Filter the records down to the lines that hold the word "where", and copy each of those lines.

** Opening DATASET CONTENT block **

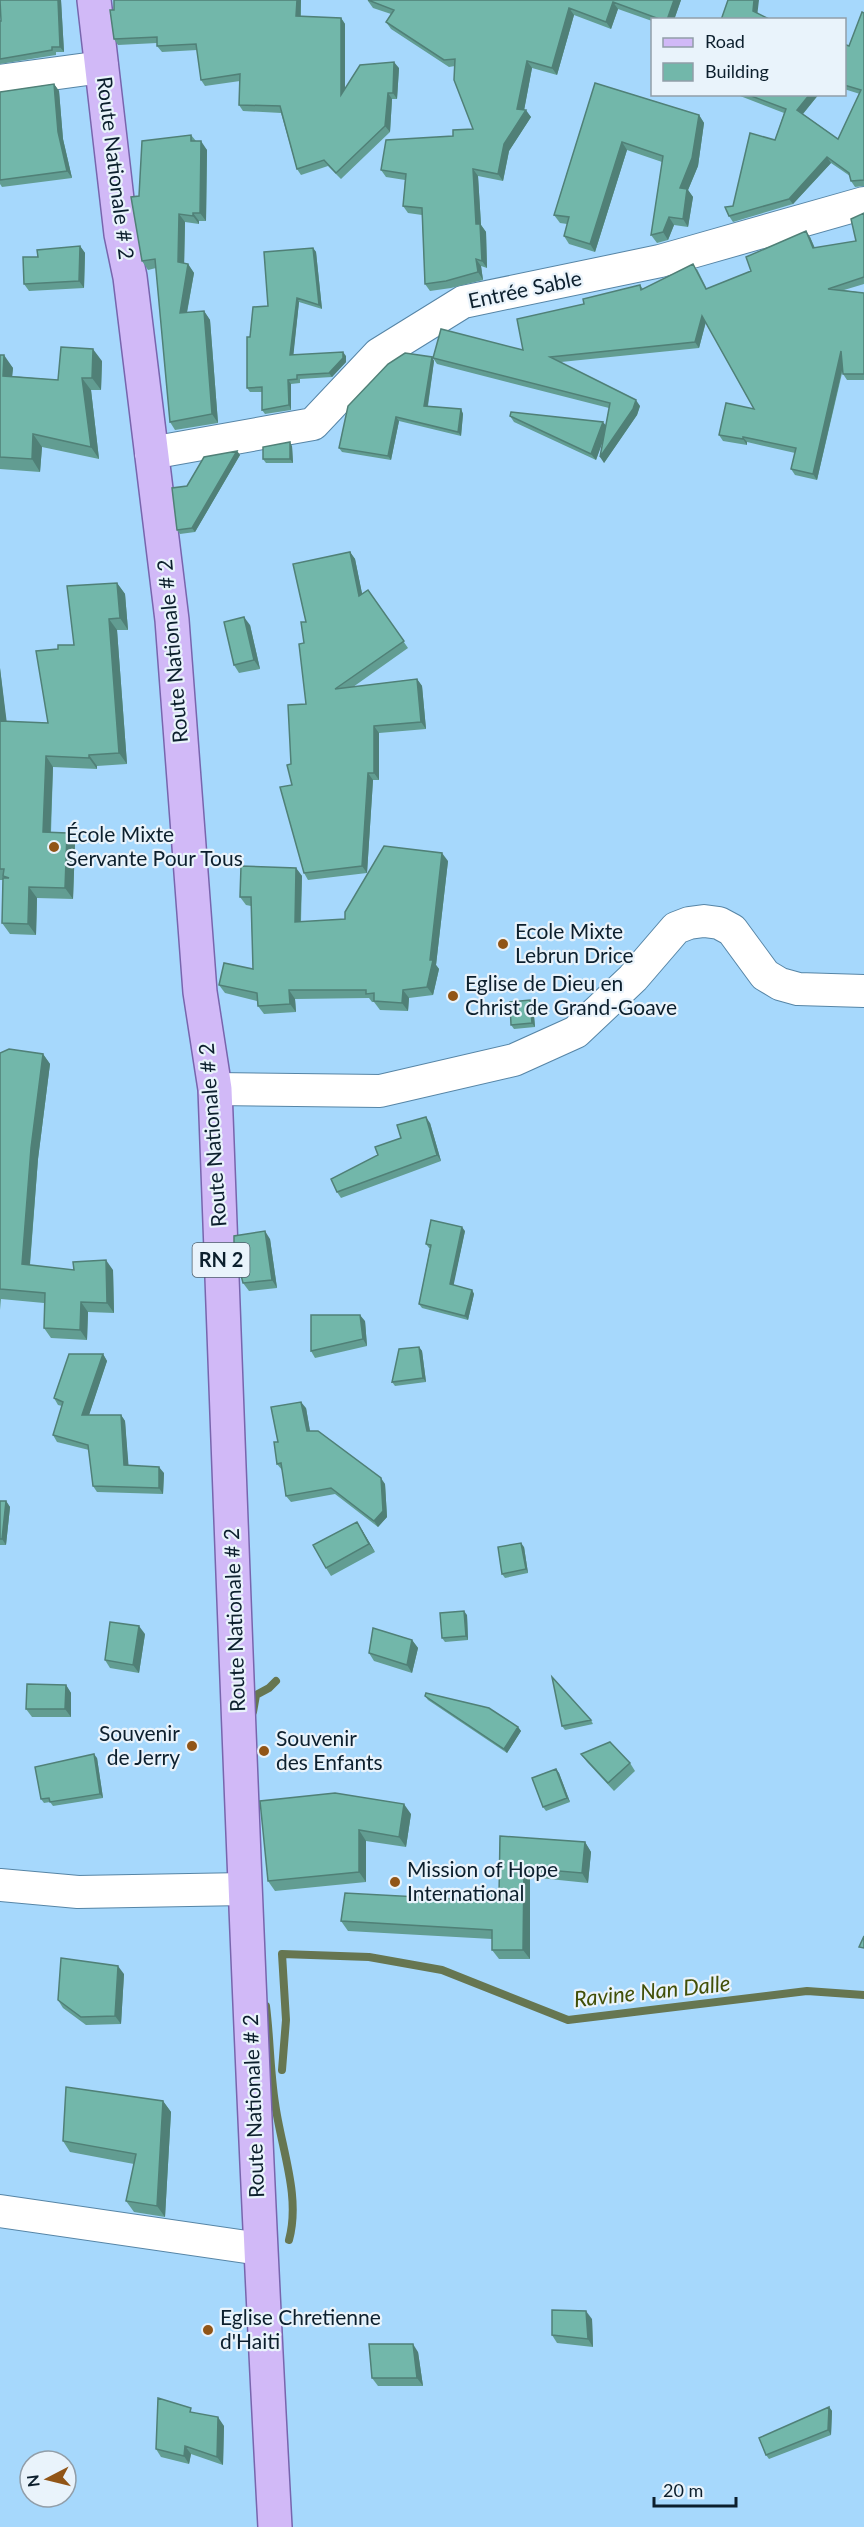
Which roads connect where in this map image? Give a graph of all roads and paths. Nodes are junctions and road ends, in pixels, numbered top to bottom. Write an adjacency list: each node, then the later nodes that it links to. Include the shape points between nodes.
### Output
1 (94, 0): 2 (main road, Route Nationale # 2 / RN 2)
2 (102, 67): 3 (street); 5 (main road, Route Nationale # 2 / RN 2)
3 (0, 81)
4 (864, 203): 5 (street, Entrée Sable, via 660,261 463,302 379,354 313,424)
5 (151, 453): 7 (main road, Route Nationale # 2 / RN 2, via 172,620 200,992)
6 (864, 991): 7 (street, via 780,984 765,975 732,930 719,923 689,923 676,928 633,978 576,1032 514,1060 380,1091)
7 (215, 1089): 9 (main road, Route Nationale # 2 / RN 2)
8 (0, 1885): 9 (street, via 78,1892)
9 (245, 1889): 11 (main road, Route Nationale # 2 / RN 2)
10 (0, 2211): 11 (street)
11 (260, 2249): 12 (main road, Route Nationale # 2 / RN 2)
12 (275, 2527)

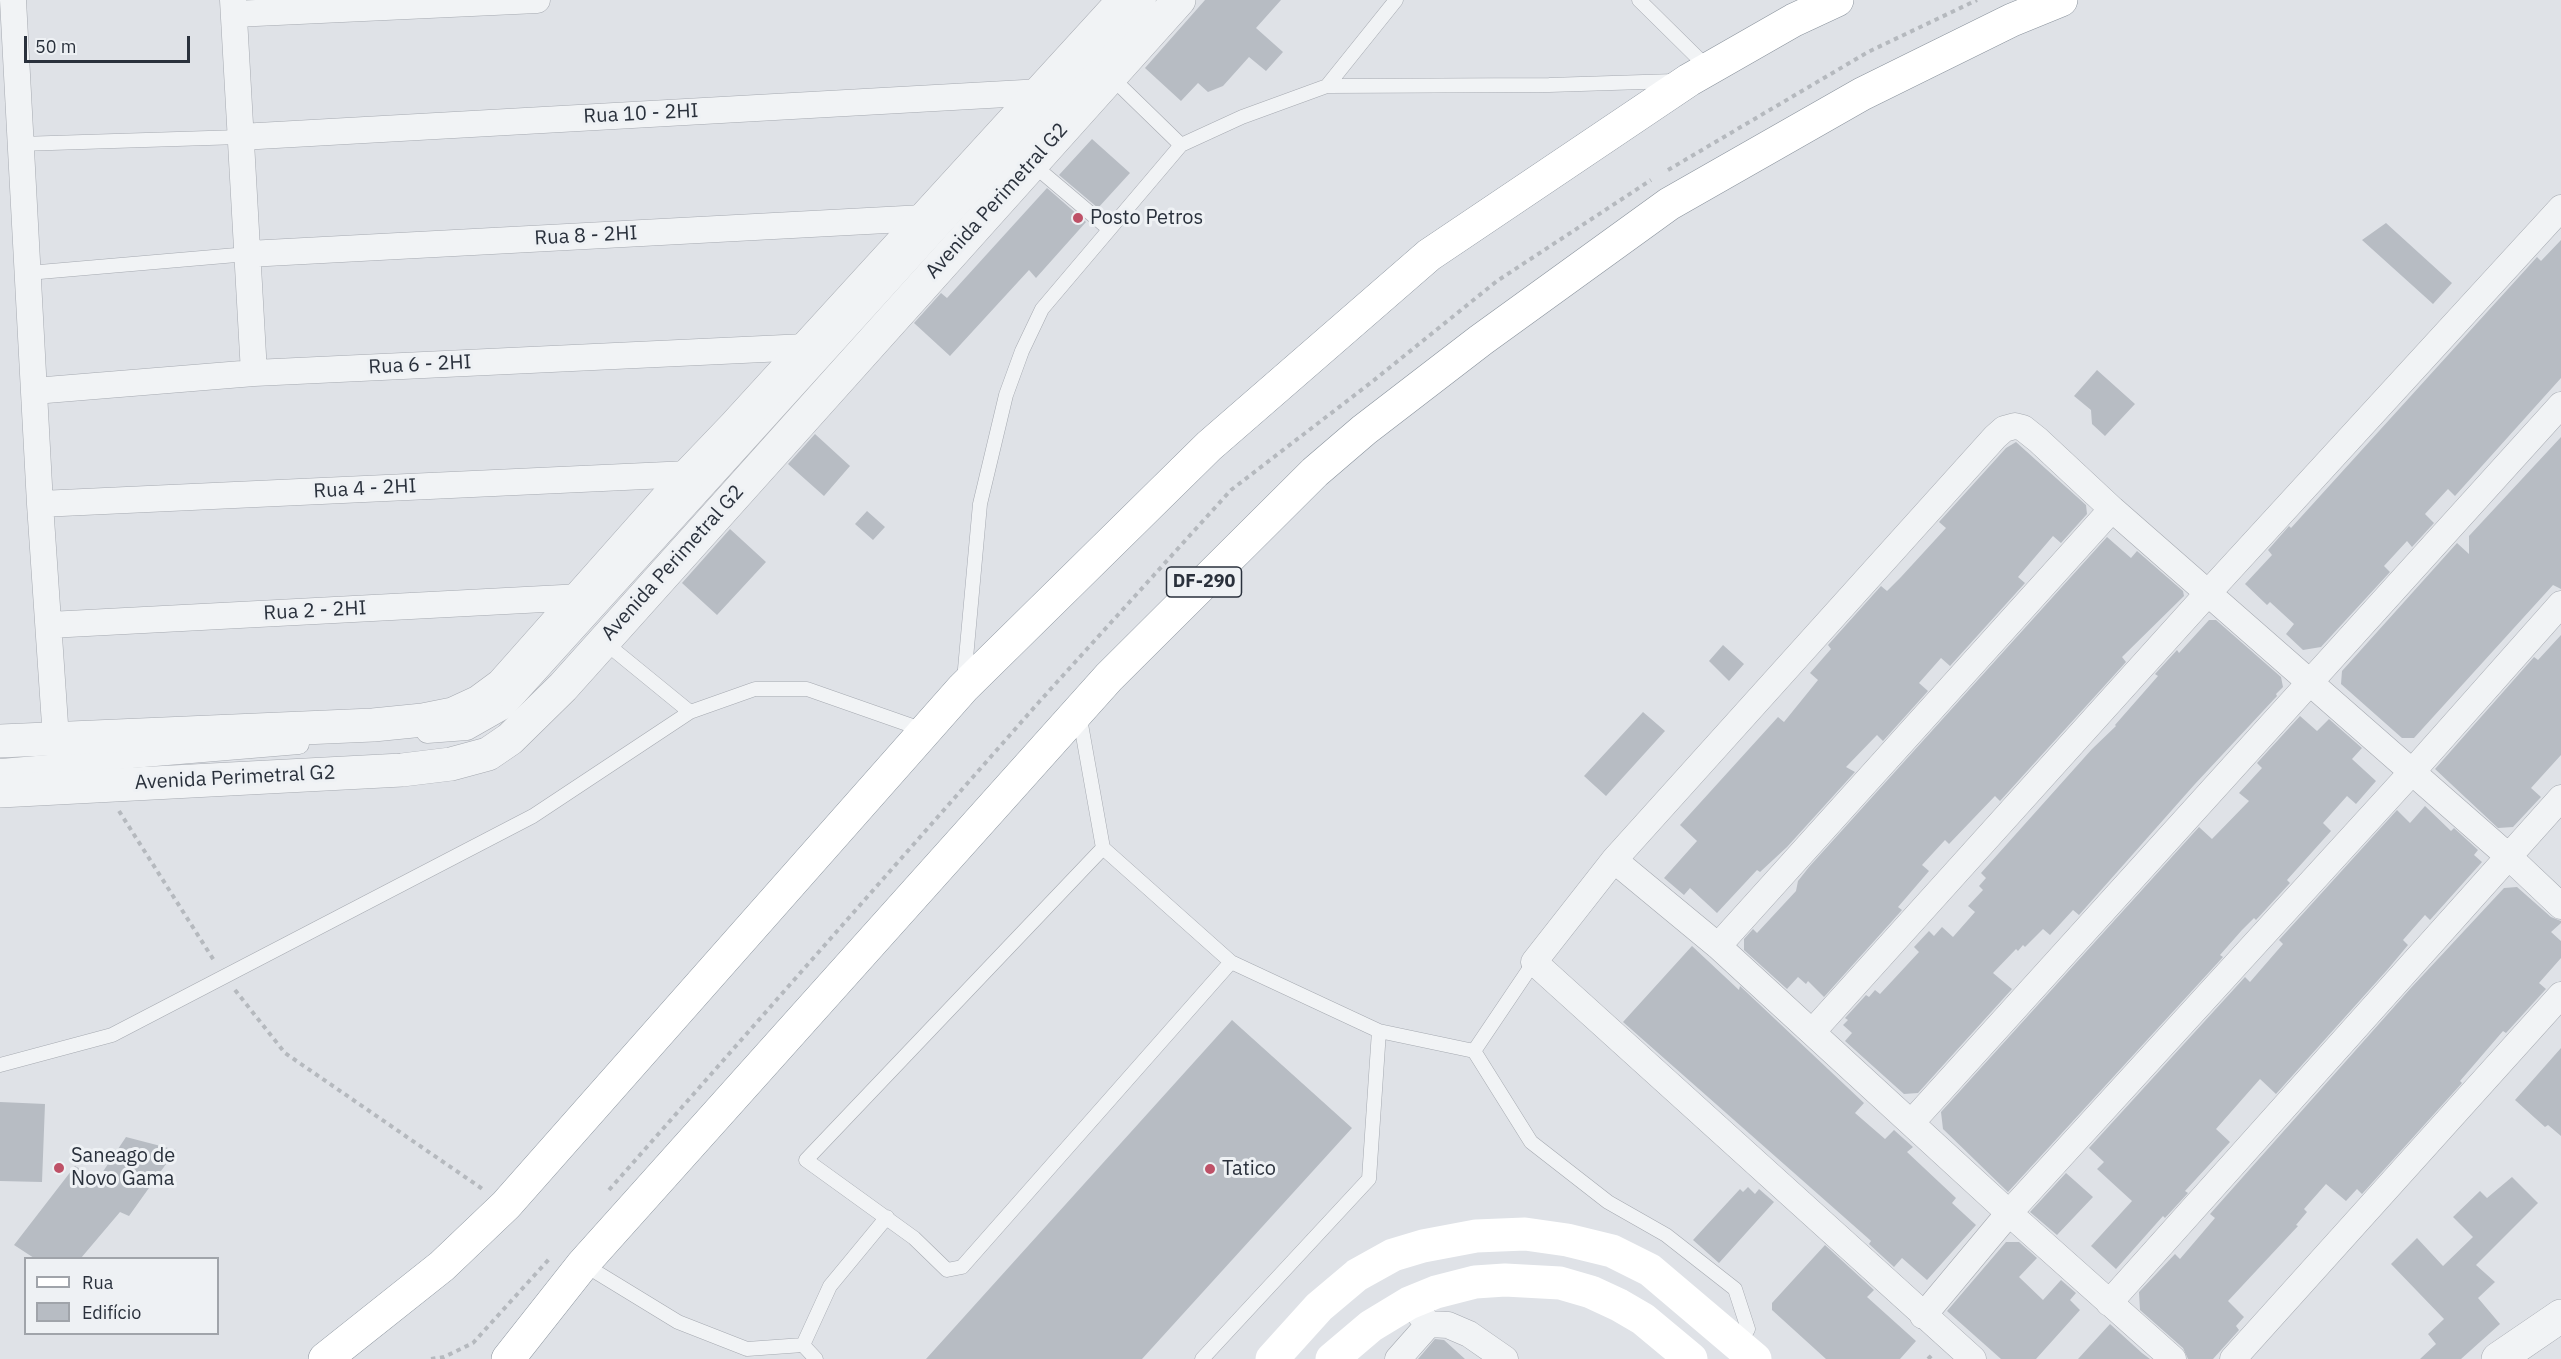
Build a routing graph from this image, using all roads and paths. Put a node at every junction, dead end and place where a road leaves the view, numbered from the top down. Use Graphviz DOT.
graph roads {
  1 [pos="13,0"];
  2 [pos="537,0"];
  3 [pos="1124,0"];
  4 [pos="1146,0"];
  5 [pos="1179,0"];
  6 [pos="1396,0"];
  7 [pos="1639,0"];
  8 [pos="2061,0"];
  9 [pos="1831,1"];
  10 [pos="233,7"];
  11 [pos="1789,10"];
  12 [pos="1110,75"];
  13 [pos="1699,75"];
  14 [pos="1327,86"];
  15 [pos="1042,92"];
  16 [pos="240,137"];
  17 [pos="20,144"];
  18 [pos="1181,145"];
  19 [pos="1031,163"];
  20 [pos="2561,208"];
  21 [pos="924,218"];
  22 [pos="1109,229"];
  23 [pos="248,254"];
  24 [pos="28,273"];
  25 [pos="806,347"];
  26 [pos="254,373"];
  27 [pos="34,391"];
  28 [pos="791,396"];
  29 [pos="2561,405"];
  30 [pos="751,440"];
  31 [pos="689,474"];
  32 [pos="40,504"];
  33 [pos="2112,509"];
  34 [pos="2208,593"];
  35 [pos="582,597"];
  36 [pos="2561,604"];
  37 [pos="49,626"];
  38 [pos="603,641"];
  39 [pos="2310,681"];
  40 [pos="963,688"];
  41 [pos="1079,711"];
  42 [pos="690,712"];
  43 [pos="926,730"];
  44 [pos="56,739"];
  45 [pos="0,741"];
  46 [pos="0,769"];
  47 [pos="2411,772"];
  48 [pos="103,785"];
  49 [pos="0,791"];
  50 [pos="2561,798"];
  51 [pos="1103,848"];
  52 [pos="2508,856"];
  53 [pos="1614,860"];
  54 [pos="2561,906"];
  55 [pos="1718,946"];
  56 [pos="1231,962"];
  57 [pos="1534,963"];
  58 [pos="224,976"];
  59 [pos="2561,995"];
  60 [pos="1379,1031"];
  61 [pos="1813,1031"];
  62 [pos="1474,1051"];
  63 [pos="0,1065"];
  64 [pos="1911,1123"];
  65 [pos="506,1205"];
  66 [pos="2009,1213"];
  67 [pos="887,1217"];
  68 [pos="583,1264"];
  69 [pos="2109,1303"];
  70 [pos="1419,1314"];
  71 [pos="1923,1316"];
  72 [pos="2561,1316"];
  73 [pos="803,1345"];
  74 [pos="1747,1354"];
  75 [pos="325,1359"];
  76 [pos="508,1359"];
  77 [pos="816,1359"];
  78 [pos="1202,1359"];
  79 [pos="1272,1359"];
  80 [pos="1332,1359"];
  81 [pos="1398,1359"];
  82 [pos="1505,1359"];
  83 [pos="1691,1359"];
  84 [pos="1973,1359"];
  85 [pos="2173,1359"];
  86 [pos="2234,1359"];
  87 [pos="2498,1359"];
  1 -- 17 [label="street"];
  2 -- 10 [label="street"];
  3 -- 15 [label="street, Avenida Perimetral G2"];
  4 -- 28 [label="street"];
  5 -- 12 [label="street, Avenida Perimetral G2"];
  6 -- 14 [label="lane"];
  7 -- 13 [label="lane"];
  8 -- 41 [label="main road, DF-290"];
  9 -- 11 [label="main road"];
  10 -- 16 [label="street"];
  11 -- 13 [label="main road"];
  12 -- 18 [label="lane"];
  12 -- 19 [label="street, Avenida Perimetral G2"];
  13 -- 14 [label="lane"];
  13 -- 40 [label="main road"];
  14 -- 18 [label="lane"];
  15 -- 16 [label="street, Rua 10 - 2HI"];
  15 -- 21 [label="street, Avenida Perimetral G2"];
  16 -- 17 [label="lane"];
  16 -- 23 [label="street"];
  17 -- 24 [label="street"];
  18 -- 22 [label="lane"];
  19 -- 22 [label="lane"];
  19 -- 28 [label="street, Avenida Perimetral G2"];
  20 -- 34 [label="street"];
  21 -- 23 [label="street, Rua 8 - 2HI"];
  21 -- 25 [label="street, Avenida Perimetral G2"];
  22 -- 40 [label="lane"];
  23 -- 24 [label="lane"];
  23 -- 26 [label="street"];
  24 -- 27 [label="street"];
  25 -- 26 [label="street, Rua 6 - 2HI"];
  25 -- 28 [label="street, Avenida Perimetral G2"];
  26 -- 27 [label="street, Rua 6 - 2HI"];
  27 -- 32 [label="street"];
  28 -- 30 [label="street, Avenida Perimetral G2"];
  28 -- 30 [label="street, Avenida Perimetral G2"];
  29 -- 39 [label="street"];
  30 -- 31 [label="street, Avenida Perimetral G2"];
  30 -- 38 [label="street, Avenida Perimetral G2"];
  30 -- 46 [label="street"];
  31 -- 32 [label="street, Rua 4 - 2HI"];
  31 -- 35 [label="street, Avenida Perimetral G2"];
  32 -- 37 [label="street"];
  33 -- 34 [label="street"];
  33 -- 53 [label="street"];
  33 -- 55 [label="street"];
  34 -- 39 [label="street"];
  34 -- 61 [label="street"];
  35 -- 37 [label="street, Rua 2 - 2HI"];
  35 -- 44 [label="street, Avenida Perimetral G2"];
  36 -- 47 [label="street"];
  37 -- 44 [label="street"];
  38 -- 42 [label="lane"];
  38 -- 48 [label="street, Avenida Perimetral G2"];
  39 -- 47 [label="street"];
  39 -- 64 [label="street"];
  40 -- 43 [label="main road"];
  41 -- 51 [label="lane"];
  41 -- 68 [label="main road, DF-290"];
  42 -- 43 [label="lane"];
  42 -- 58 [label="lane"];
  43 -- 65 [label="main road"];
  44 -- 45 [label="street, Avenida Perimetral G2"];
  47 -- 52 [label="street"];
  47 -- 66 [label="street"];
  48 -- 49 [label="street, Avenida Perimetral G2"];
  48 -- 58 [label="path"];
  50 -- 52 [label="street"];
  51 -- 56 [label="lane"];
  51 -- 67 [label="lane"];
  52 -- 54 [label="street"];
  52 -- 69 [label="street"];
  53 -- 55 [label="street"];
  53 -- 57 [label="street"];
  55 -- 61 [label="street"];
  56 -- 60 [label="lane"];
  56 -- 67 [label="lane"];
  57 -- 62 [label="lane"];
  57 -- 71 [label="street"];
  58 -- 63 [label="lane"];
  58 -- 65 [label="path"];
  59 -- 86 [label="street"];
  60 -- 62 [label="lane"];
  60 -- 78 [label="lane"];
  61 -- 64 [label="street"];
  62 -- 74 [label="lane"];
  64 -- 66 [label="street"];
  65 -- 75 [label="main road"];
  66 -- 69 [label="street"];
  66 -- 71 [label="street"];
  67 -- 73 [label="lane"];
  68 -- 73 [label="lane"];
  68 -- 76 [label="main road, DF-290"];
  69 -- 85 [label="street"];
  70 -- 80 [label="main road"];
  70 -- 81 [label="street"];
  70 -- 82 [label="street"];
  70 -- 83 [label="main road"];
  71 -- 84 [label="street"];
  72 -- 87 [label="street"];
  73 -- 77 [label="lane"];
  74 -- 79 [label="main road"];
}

** Closing DATASET CONTENT block **

**ANSWER SECTION**:
Which roads connect where in this map image? Give a graph of all roads and paths. Nodes are junctions and road ends, in pixels, numbered top to bottom. Write an adjacency list: each node, then the later nodes that it links to. Include the shape points between nodes.
Build a routing graph from this image, using all roads and paths. Put a node at every junction, dead end and place where a road leaves the view, numbered from the top down. Use Graphviz DOT.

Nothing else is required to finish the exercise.